Ich wollte ihr dann unbedingt einen kleinen Teddy schießen, schoss aber immer daneben. Lächelnd nahm sie mir das Luftgewehr aus der Hand, zielte kurz und traf. Rot vor Scham gab ich ihr großherzig den Teddy, den sie selbst geschossen hatte.
»Wir schießen regelmäßig mit Luftgewehren in unserer Pioniergruppe«, sagte sie beinahe entschuldigend. »Ich habe schon einige Preise gewonnen.«
Wir
trafen uns noch drei- oder viermal an der Achterbahn, klappten auch das
Verdeck hoch und machten etwas, was man heute abwertend Blümchensex
nennt. Sie sagte dann, dass sie für die nächsten Wochen ins Pionierlager ginge, und dass sie nicht mehr kommen könne.
Ich habe nie wieder von Rita gehört. Vielleicht liest sie diese Zeilen.
Wenn ja, melde dich! Reden wir über die Höhlenforscher. Und über die
Achterbahn.
Drei
Wochen später fuhr ich mit meiner Schwester wieder nach Hause. Mein
Großvater gab dem Chef der Zugbegleiter ein paar Zigarren, damit er auf
der Rückfahrt auf meine Schwester und mich aufpasste.

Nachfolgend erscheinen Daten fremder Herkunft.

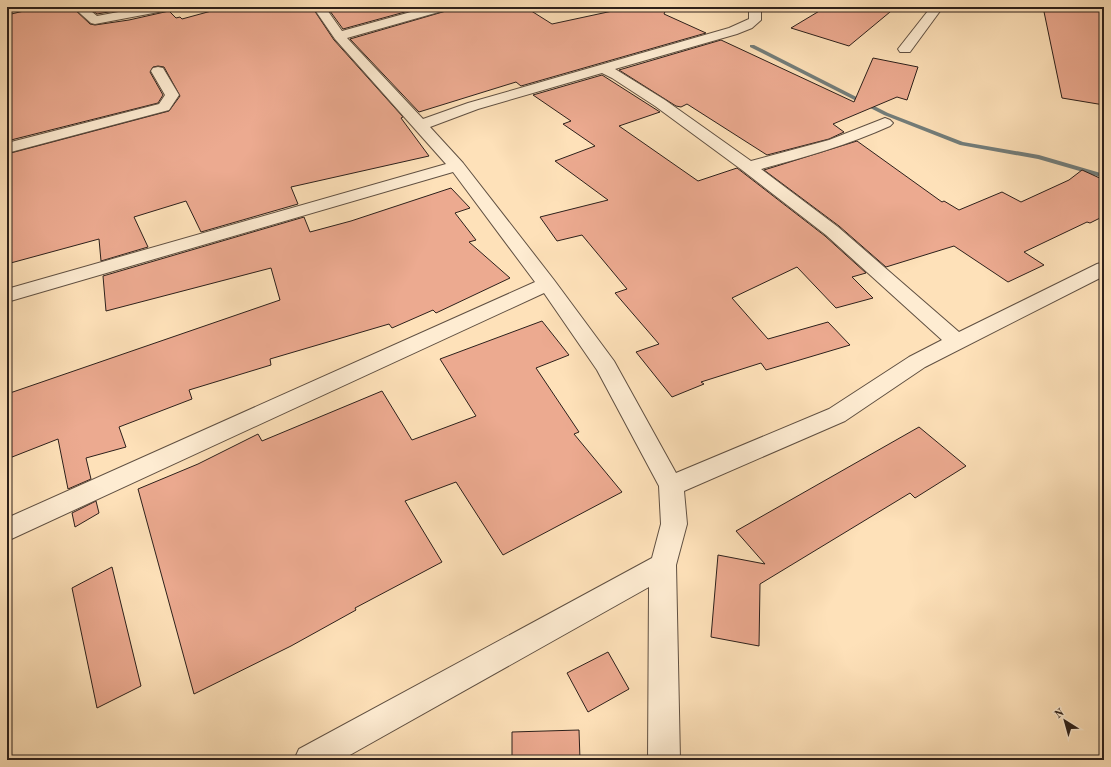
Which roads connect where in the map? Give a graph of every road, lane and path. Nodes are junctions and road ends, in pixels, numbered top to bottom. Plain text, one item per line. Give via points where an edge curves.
1 (79, 7) edge
2 (164, 7) edge
3 (319, 7) edge
4 (442, 7) edge
5 (755, 7) edge
6 (936, 7) edge
7 (339, 36) junction
8 (905, 49) dead end
9 (604, 69) junction
10 (158, 71) dead end
11 (885, 123) dead end
12 (420, 125) junction
13 (7, 148) edge
14 (456, 166) junction
15 (748, 167) junction
16 (1104, 268) edge
17 (546, 284) junction
18 (7, 296) edge
19 (956, 341) junction
20 (671, 486) junction
21 (7, 530) edge
22 (663, 565) junction
23 (310, 760) edge
24 (664, 760) edge

1 - 2 street via 94,20
3 - 7 street
4 - 7 street
5 - 9 street via 755,20 740,28
6 - 8 street
7 - 12 street
9 - 12 street via 474,106
9 - 15 street via 660,103
10 - 13 street via 172,95 164,107
11 - 15 street via 809,151
12 - 14 street
14 - 17 street
14 - 18 street
15 - 19 street via 832,231
16 - 19 street
17 - 20 street via 606,366
17 - 21 street
19 - 20 street via 917,362 837,415
20 - 22 street via 674,524
22 - 23 street
22 - 24 street

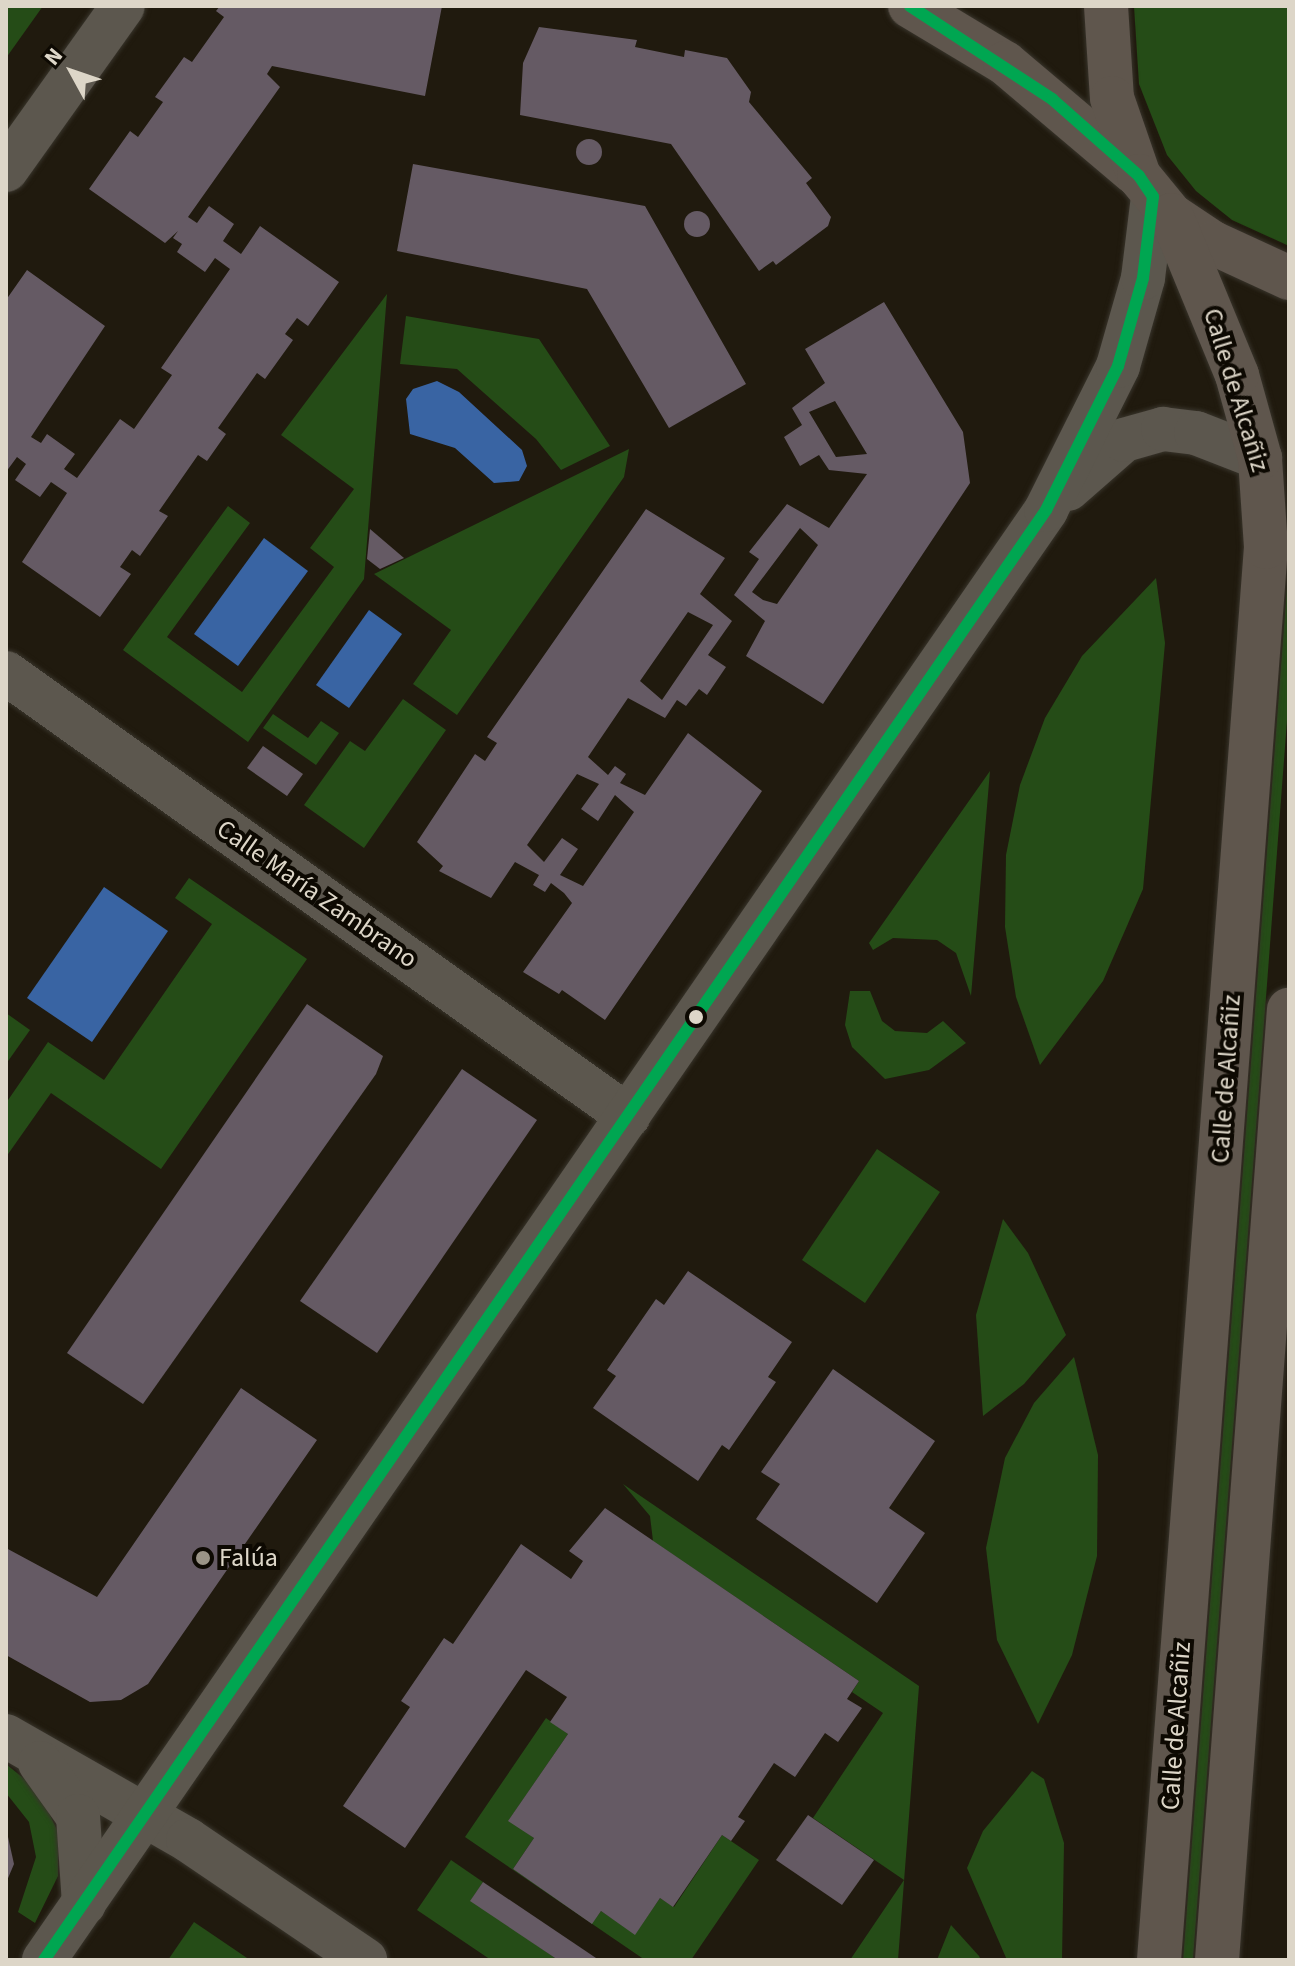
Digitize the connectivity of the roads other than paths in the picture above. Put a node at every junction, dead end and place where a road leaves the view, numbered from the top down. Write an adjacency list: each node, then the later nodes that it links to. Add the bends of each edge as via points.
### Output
1 (123, 6): 4 (street)
2 (910, 6): 5 (main road, via 1005,63)
3 (1106, 6): 5 (main road, Calle de Alcañiz, via 1112,98)
4 (6, 170)
5 (1155, 196): 6 (main road, via 1244,261); 7 (main road, Calle de Alcañiz, via 1237,375); 8 (street, via 1143,278 1118,366)
6 (1289, 278)
7 (1260, 458): 8 (street, via 1196,433 1147,432 1106,454); 17 (main road, Calle de Alcañiz, via 1266,547)
8 (1046, 510): 11 (street)
9 (6, 673): 11 (street, Calle María Zambrano)
10 (1289, 1010): 18 (main road)
11 (628, 1116): 13 (street)
12 (13, 1740): 13 (street); 14 (street, via 53,1775 78,1816)
13 (144, 1815): 14 (street); 16 (street)
14 (84, 1904): 15 (street)
15 (44, 1960)
16 (365, 1960)
17 (1159, 1960)
18 (1217, 1960)

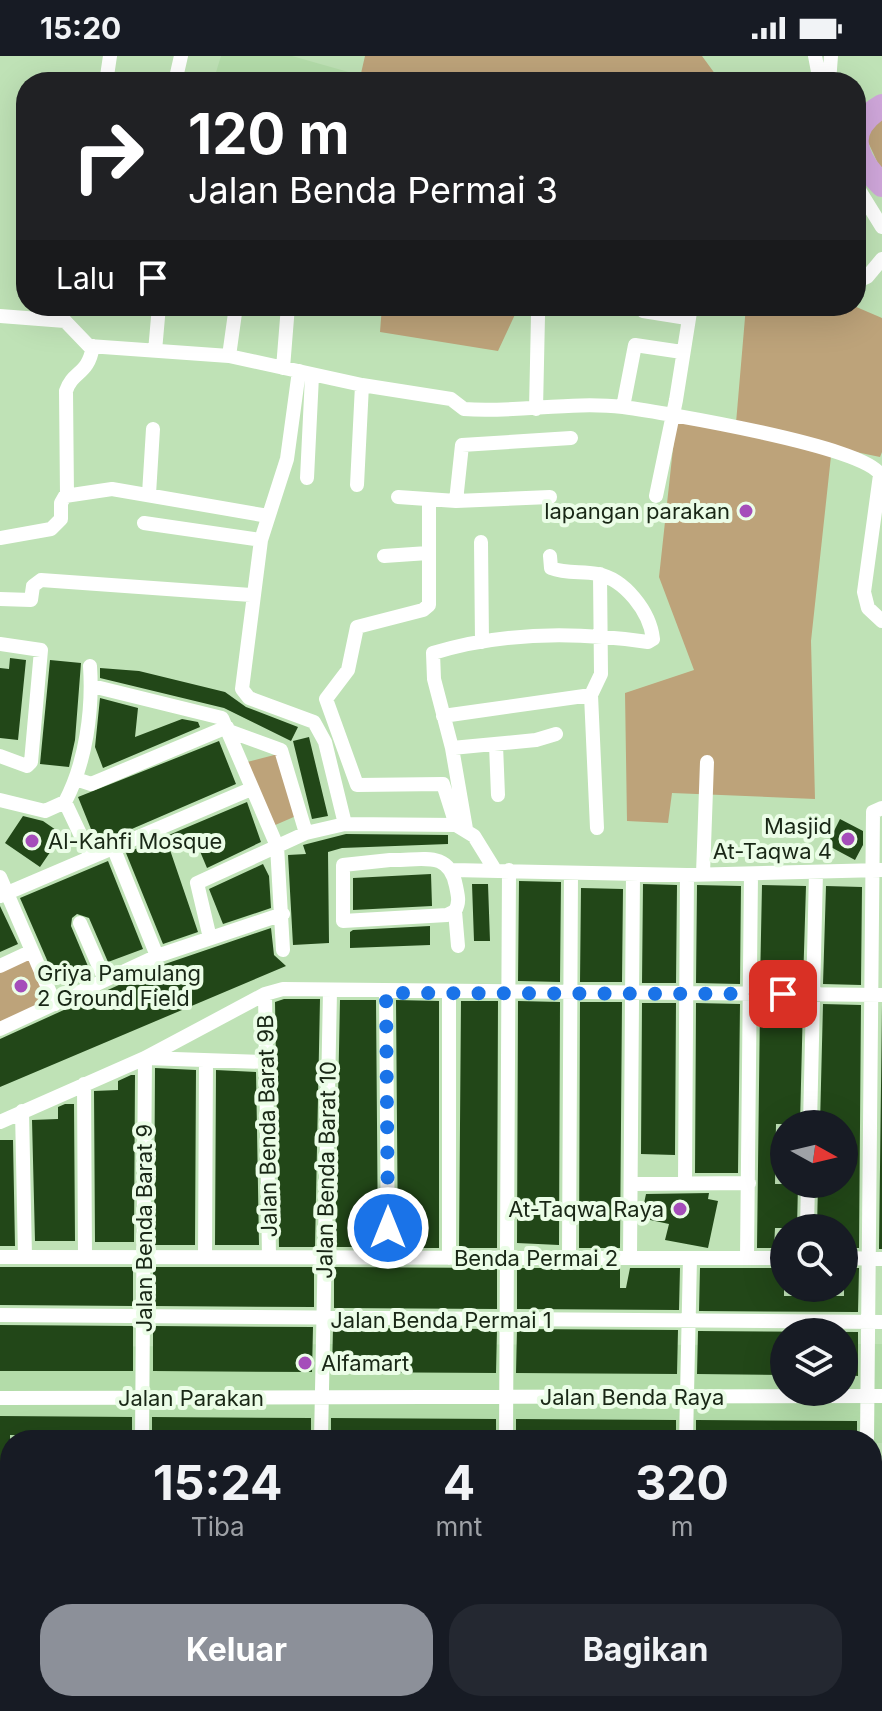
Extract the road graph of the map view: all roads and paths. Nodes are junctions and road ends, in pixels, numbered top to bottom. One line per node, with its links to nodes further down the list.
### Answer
1 (866, 210): 2 (street)
2 (882, 227)
3 (882, 259): 4 (street)
4 (866, 277)
5 (0, 316): 11 (street)
6 (158, 316): 12 (street)
7 (235, 316): 14 (street)
8 (287, 316): 15 (street)
9 (538, 316): 19 (street)
10 (688, 316): 13 (street)
11 (93, 346): 12 (street); 26 (street)
12 (155, 351): 14 (street)
13 (682, 352): 18 (street); 20 (street)
14 (229, 356): 15 (street)
15 (283, 368): 16 (street)
16 (306, 373): 17 (street); 23 (street); 32 (street)
17 (362, 385): 19 (street); 24 (street)
18 (623, 407): 19 (street); 20 (street)
19 (536, 409)
20 (673, 416): 27 (street); 35 (street)
21 (153, 429): 25 (street)
22 (571, 438): 31 (street)
23 (307, 478)
24 (357, 485)
25 (149, 494): 26 (street); 32 (street)
26 (67, 496): 34 (street)
27 (656, 496)
28 (398, 497): 30 (street)
29 (550, 497): 31 (street)
30 (429, 500): 31 (street); 38 (street)
31 (456, 501)
32 (268, 516): 36 (street)
33 (144, 523): 36 (street)
34 (0, 538)
35 (877, 538): 44 (street)
36 (261, 540): 42 (street)
37 (481, 542): 46 (street)
38 (428, 553): 39 (street); 65 (street)
39 (384, 556)
40 (550, 556): 41 (street)
41 (600, 574): 45 (street); 45 (street)
42 (251, 595): 43 (street); 64 (street)
43 (0, 599)
44 (882, 621)
45 (599, 636): 46 (street); 50 (street)
46 (482, 642): 51 (street)
47 (0, 644): 56 (street)
48 (90, 666): 49 (street)
49 (92, 686): 52 (street); 58 (street)
50 (591, 695): 51 (street); 66 (street)
51 (443, 716): 55 (street)
52 (228, 729): 58 (street); 59 (street); 67 (street)
53 (556, 734): 54 (street)
54 (496, 745): 55 (street); 60 (street)
55 (452, 748): 65 (street)
56 (0, 756)
57 (707, 762): 77 (street)
58 (76, 779): 62 (street)
59 (251, 789): 68 (street); 69 (street)
60 (498, 795)
61 (0, 800): 62 (street)
62 (65, 802): 70 (street)
63 (882, 808): 73 (street)
64 (345, 824): 65 (street); 67 (street)
65 (461, 827): 72 (street)
66 (597, 828)
67 (306, 833): 68 (street)
68 (277, 846): 83 (street); 85 (street)
69 (113, 847): 70 (street); 89 (street)
70 (91, 857): 81 (street)
71 (453, 870): 72 (street); 82 (street); 82 (street)
72 (502, 870): 75 (street); 98 (street)
73 (877, 870): 74 (street); 102 (street)
74 (816, 872): 78 (street); 101 (street)
75 (571, 873): 76 (street); 99 (street)
76 (633, 874): 79 (street); 94 (street)
77 (703, 874): 78 (street); 79 (street)
78 (751, 874): 100 (street)
79 (687, 875): 95 (street)
80 (0, 877): 81 (street)
81 (3, 895): 88 (street)
82 (455, 911): 86 (street)
83 (283, 914): 85 (street); 87 (street)
84 (80, 923): 91 (street)
85 (210, 938): 89 (street)
86 (458, 946)
87 (283, 950)
88 (32, 951): 90 (street); 103 (street)
89 (157, 956): 91 (street)
90 (0, 966)
91 (104, 978): 103 (street)
92 (330, 991): 93 (street); 96 (street); 121 (street, Jalan Benda Barat 10)
93 (386, 993): 97 (street); 122 (street)
94 (632, 993): 95 (street); 99 (street); 114 (street)
95 (686, 993): 100 (street); 112 (street)
96 (265, 994): 105 (street); 107 (street, Jalan Benda Barat 9B)
97 (449, 994): 98 (street); 123 (street)
98 (508, 994): 99 (street); 130 (street)
99 (569, 994): 124 (street)
100 (752, 994): 101 (street); 113 (street)
101 (814, 994): 102 (street); 109 (street)
102 (877, 995): 129 (street)
103 (55, 1004): 104 (street)
104 (0, 1029)
105 (145, 1058): 106 (street); 108 (street); 118 (street, Jalan Benda Barat 9)
106 (206, 1061): 107 (street); 119 (street)
107 (267, 1062): 120 (street, Jalan Benda Barat 9B)
108 (84, 1084): 110 (street); 117 (street)
109 (810, 1110)
110 (22, 1111): 111 (street); 116 (street)
111 (0, 1122)
112 (685, 1182): 113 (street); 114 (street)
113 (749, 1183): 127 (street)
114 (631, 1184): 125 (street)
115 (0, 1257): 116 (street, Benda Permai 2)
116 (25, 1257): 117 (street, Benda Permai 2)
117 (85, 1257): 118 (street, Benda Permai 2)
118 (144, 1257): 119 (street, Benda Permai 2); 132 (street, Jalan Benda Barat 9)
119 (205, 1257): 120 (street, Benda Permai 2)
120 (269, 1257): 121 (street, Benda Permai 2)
121 (324, 1257): 122 (street, Benda Permai 2); 133 (street, Jalan Benda Barat 10)
122 (388, 1258): 123 (street, Benda Permai 2)
123 (449, 1258): 130 (street, Benda Permai 2)
124 (569, 1258): 125 (street, Benda Permai 2); 130 (street, Benda Permai 2)
125 (630, 1258): 126 (street, Benda Permai 2)
126 (690, 1258): 127 (street, Benda Permai 2); 135 (street)
127 (747, 1258): 128 (street, Benda Permai 2)
128 (770, 1258)
129 (876, 1258): 136 (street)
130 (507, 1259): 134 (street)
131 (0, 1315): 132 (street, Jalan Benda Permai 1)
132 (144, 1316): 133 (street, Jalan Benda Permai 1); 141 (street, Jalan Benda Barat 9)
133 (322, 1320): 134 (street, Jalan Benda Permai 1); 142 (street, Jalan Benda Barat 10)
134 (506, 1321): 135 (street, Jalan Benda Permai 1); 143 (street)
135 (690, 1322): 136 (street, Jalan Benda Permai 1); 139 (street)
136 (876, 1322): 137 (street)
137 (875, 1396): 139 (street, Jalan Benda Raya); 148 (street)
138 (381, 1397): 142 (street, Jalan Parakan); 143 (street, Jalan Benda Raya)
139 (689, 1397): 143 (street, Jalan Benda Raya); 147 (street)
140 (0, 1398): 141 (street, Jalan Parakan)
141 (143, 1398): 142 (street, Jalan Parakan); 144 (street, Jalan Benda Barat 9)
142 (321, 1398): 145 (street, Jalan Benda Barat 10)
143 (506, 1398): 146 (street)
144 (142, 1430)
145 (321, 1430)
146 (506, 1430)
147 (687, 1430)
148 (869, 1430)

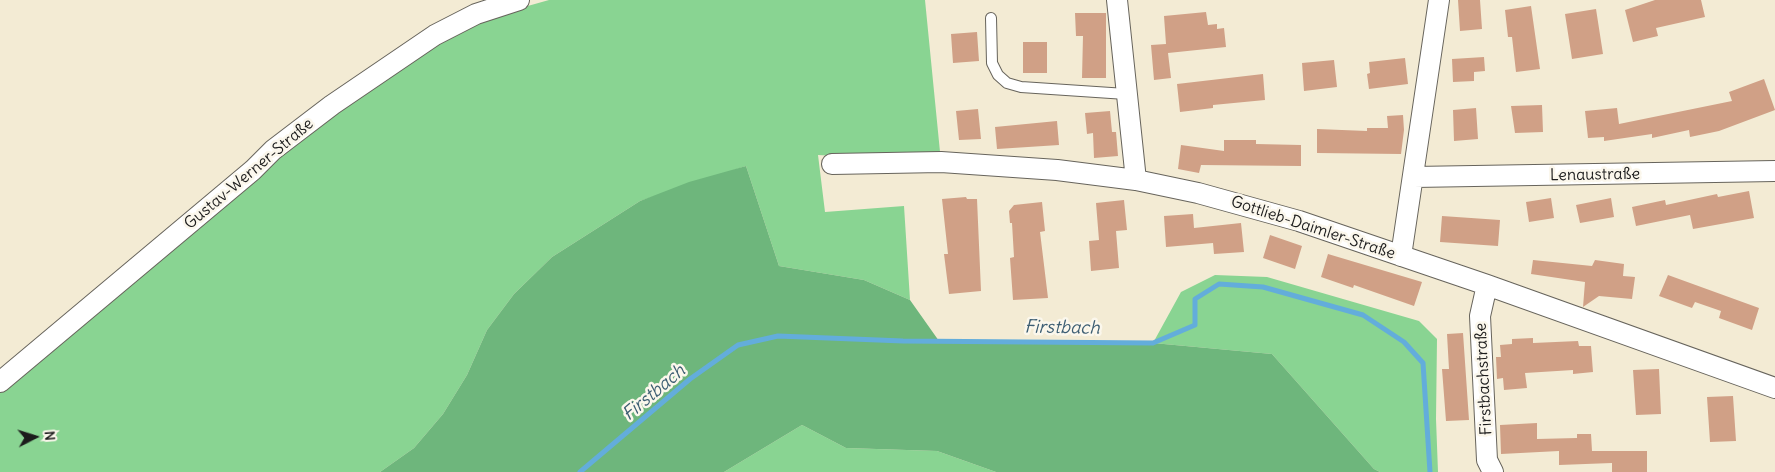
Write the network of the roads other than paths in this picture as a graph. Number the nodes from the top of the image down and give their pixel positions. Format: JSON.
{"nodes":[{"id":1,"x":519,"y":0,"type":"edge"},
{"id":2,"x":1117,"y":0,"type":"edge"},
{"id":3,"x":1439,"y":0,"type":"edge"},
{"id":4,"x":991,"y":18,"type":"dead end"},
{"id":5,"x":1126,"y":94,"type":"junction"},
{"id":6,"x":832,"y":164,"type":"dead end"},
{"id":7,"x":1775,"y":171,"type":"edge"},
{"id":8,"x":1414,"y":177,"type":"junction"},
{"id":9,"x":1136,"y":180,"type":"junction"},
{"id":10,"x":1401,"y":256,"type":"junction"},
{"id":11,"x":1488,"y":285,"type":"junction"},
{"id":12,"x":0,"y":382,"type":"edge"},
{"id":13,"x":1775,"y":388,"type":"edge"},
{"id":14,"x":1493,"y":472,"type":"edge"}],
"edges":[{"from":1,"to":12,"type":"street","name":"Gustav-Werner-Straße"},
{"from":2,"to":5,"type":"street"},
{"from":3,"to":8,"type":"street"},
{"from":4,"to":5,"type":"lane"},
{"from":5,"to":9,"type":"street"},
{"from":6,"to":9,"type":"street","name":"Gottlieb-Daimler-Straße"},
{"from":7,"to":8,"type":"street","name":"Lenaustraße"},
{"from":8,"to":10,"type":"street"},
{"from":9,"to":10,"type":"street","name":"Gottlieb-Daimler-Straße"},
{"from":10,"to":11,"type":"street","name":"Gottlieb-Daimler-Straße"},
{"from":11,"to":13,"type":"street","name":"Gottlieb-Daimler-Straße"},
{"from":11,"to":14,"type":"street","name":"Firstbachstraße"}]}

Jetzt, wo ich an Sommer 56 denke, geht mir etwas durch den Kopf, worüber ich bisher noch nie nachgedacht habe. Im Jahr 53 waren wir in den Westen geflüchtet, haben rieber jemacht. Trotzdem habe ich 56 mit meiner Schwester, also gerade mal drei Jahre, nachdem wir getürmt waren, meine Großeltern in Güstrow besuchen dürfen. Alle, die ich fragen könnte, wer damals die Genehmigungen beschafft hat, wie er es gemacht hat, sind tot. Ich weiß, dass wir nur eine Aufenthaltsgenehmigung für die Stadt Güstrow hatten, weil mein Großvater ffuchsteufels wild geworden ist, als ich, ohne ihn um Erlaubnis zu fragen, auf dem Fahrrad, mit meiner Schwester auf dem Gepäckträger, zu einem früheren Schulfreund in ein Dorf nahe Güstrow gefahren war. So richtig eiskalt und unerträglich wurde der Kalte Krieg wohl doch erst später.